Care should be taken when using this feature, as in certain cases it is not possible to correctly transliterate a string without additional knowledge.
- Japanese is unsupported. Japanese names will be transliterated using their Chinese readings, which is almost always going to be wrong.
- Certain characters such as å can be transliterated multiple ways, in this example as a or aa. The preference may depend on the subject or the subject's nationality.
Before resorting to transliteration, consider alternate approaches, such as asking the subject for an Identifier that they would prefer.
This feature is Experimental and subject to change across minor releases.
Assigning Identifiers on Demand
Identifiers can be assigned on demand by viewing the identifiers associated with the CO Department, CO Group, or CO Person. An Assign Identifiers button will be available.
It is also possible to autogenerate identifiers for all CO Departments, CO Groups, and CO People (via CO > Configuration > Identifier Assignments > Autogenerate Identifiers For All). How this operation is handled depends on the version:
- Registry v4.0.0 and later: A Registry Job using the Core Job Plugin will be scheduled.
- Registry v3.3.x: A Registry Job using the Identifier Assignment Job Plugin will be scheduled.
- Registry v3.2.x and earlier: Identifier assignment for all CO People runs synchronously.
Assigning Identifiers via Enrollment Flows and Pipelines
When a petition created from an enrollment flow is approved, any identifier assignments defined for the CO will automatically be run.
Similarly, when a CO Person is created via Registry Pipelines, identifier assignment defined for the CO will automatically be run.
Assigning Identifiers Automatically
For CO Departments and CO Groups, identifier assignments will automatically be run when a new Department or Group is added. This is not true for CO People – identifier assignments are only run for CO People as described above.
Constraints
- Identifiers of a given type must be unique within a CO.

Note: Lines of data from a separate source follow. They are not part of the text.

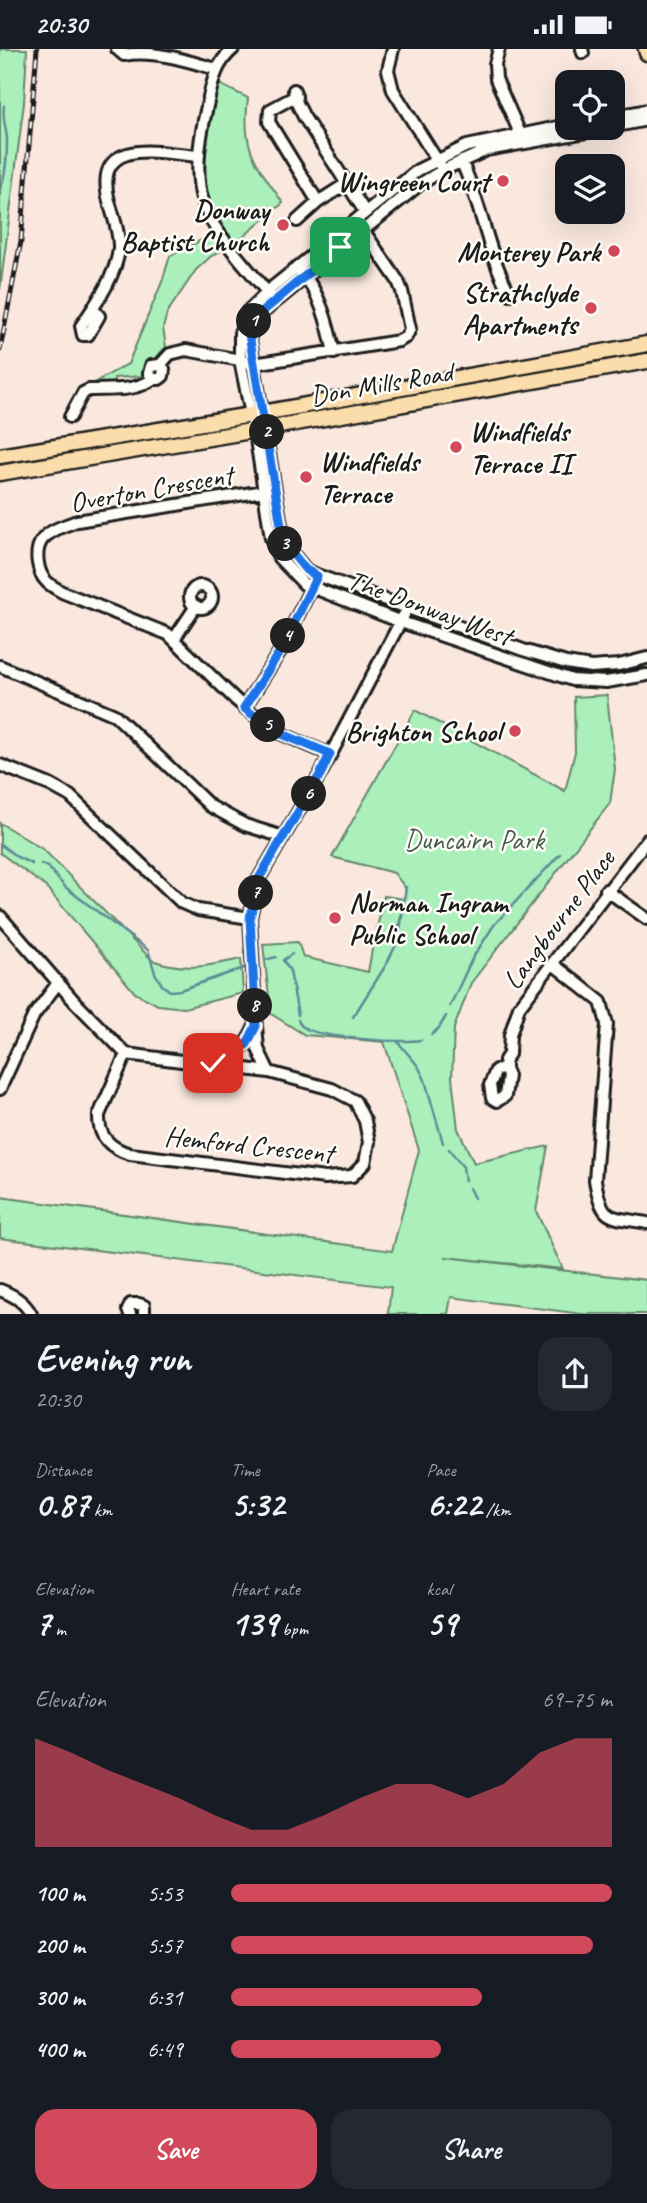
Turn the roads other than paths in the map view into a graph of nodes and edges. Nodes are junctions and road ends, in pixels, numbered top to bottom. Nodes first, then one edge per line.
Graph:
1 (117, 49) edge
2 (233, 49) edge
3 (393, 49) edge
4 (499, 49) edge
5 (131, 51) edge
6 (216, 69) junction
7 (647, 110) edge
8 (625, 114) edge
9 (647, 120) edge
10 (625, 124) edge
11 (555, 128) edge
12 (555, 134) edge
13 (522, 138) junction
14 (197, 156) junction
15 (436, 159) junction
16 (461, 161) junction
17 (443, 170) junction
18 (346, 184) junction
19 (318, 202) junction
20 (365, 212) junction
21 (355, 219) junction
22 (297, 221) dead end
23 (363, 229) junction
24 (297, 267) junction
25 (306, 277) junction
26 (267, 292) junction
27 (510, 294) dead end
28 (276, 302) junction
29 (93, 309) dead end
30 (647, 344) edge
31 (334, 353) junction
32 (240, 360) junction
33 (647, 361) edge
34 (254, 365) junction
35 (257, 414) junction
36 (70, 417) dead end
37 (260, 430) junction
38 (0, 456) edge
39 (0, 473) edge
40 (269, 490) junction
41 (317, 576) junction
42 (312, 588) junction
43 (196, 606) dead end
44 (407, 608) junction
45 (401, 622) junction
46 (174, 639) junction
47 (645, 658) edge
48 (559, 661) junction
49 (0, 666) edge
50 (647, 674) edge
51 (555, 675) junction
52 (244, 708) junction
53 (330, 754) junction
54 (0, 765) edge
55 (283, 837) junction
56 (647, 839) edge
57 (606, 890) junction
58 (0, 916) edge
59 (250, 918) junction
60 (647, 919) edge
61 (553, 964) junction
62 (58, 983) junction
63 (256, 1026) junction
64 (126, 1054) junction
65 (213, 1063) junction
66 (505, 1069) dead end
67 (269, 1072) junction
68 (0, 1089) edge
69 (647, 1223) edge
70 (0, 1290) edge
71 (31, 1314) edge
72 (130, 1314) edge
73 (144, 1314) edge

1 - 5 street
2 - 6 street
3 - 15 street
4 - 13 street
5 - 6 street
6 - 14 street
7 - 8 street
9 - 10 street
11 - 13 street
12 - 13 street
13 - 15 street
13 - 16 street
14 - 26 street
14 - 29 street
15 - 17 street
15 - 20 street
16 - 17 street
16 - 27 street
17 - 23 street
18 - 19 street
18 - 19 street
18 - 20 street
19 - 22 street
20 - 21 street
21 - 23 street
21 - 24 street
23 - 25 street
23 - 31 street
24 - 25 street
24 - 26 street
25 - 28 street
25 - 31 street
26 - 28 street
26 - 32 street
28 - 34 street
30 - 35 main road, Don Mills Road
31 - 34 street
32 - 34 street
32 - 35 street
32 - 36 street
33 - 37 main road, Don Mills Road
34 - 35 street
35 - 37 street, The Donway West
35 - 38 main road, Don Mills Road
37 - 39 main road, Don Mills Road
37 - 40 street, The Donway West
40 - 41 street, The Donway West
40 - 42 street, The Donway West
40 - 46 street, Overton Crescent
41 - 42 street
41 - 44 street, The Donway West
42 - 45 street, The Donway West
42 - 52 street
43 - 46 street
44 - 45 street
44 - 48 street, The Donway West
45 - 51 street, The Donway West
45 - 53 street
46 - 52 street, Overton Crescent
47 - 48 street, The Donway West
47 - 50 street
48 - 51 street
49 - 55 street
50 - 51 street, The Donway West
52 - 53 street, Overton Crescent
53 - 55 street
54 - 59 street
55 - 59 street
56 - 57 street, Langbourne Place
57 - 60 street
57 - 61 street, Langbourne Place
58 - 62 street
59 - 63 street
61 - 66 street, Langbourne Place
61 - 69 street
62 - 64 street
62 - 68 street
63 - 65 street
63 - 67 street
64 - 65 street
64 - 67 street, Hemford Crescent
65 - 67 street
70 - 71 street
72 - 73 street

- If a CO Person already has an identifier of a given type, no additional identifier will be created.
Identifier Reassignment
Identifiers can be reassigned if the original identifier was actually deleted (as opposed to being set to status suspended). If you do not wish identifiers to be reassigned, set the status of identifiers that are no longer needed to suspended; do not actually delete them.
Prepopulating Identifier Assignment Collision Numbers
You don't need this section unless you know you need this section.
It is possible to manually prepopulate sequential collision numbers, which may be useful if you are migrating data from another system. There is not currently a user interface to handle this (CO-386), so the steps must be assigned manually.
First, if you haven't already, define the Identifier Assignment as described above. You will need the ID for the Identifier Assignment you wish to work with. In a URL like the following, the ID is 3:
http://localhost/registry/co_identifier_assignments/edit/3/co:2
Next, determine the affix or affixes. These are equivalent to the format with parameters substituted (with %s
replacing (#)
). For example, a format used to generate identifiers consisting of a person's initials might be (G:1)(M:1)(F:1)(#)
. You would need to create a row for each initial sequence you wish to set the sequence number for. eg:
SQL> insert into cm_co_sequential_identifier_assignments (co_identifier_assignment_id, last, affix) values (3, 122, 'jms%s'); SQL> insert into cm_co_sequential_identifier_assignments (co_identifier_assignment_id, last, affix) values (3, 176, 'rdm%s'); SQL> insert into cm_co_sequential_identifier_assignments (co_identifier_assignment_id, last, affix) values (3, 143, 'rlm%s');
Note that rows in this table are not automatically created until an identifier with a given affix is assigned.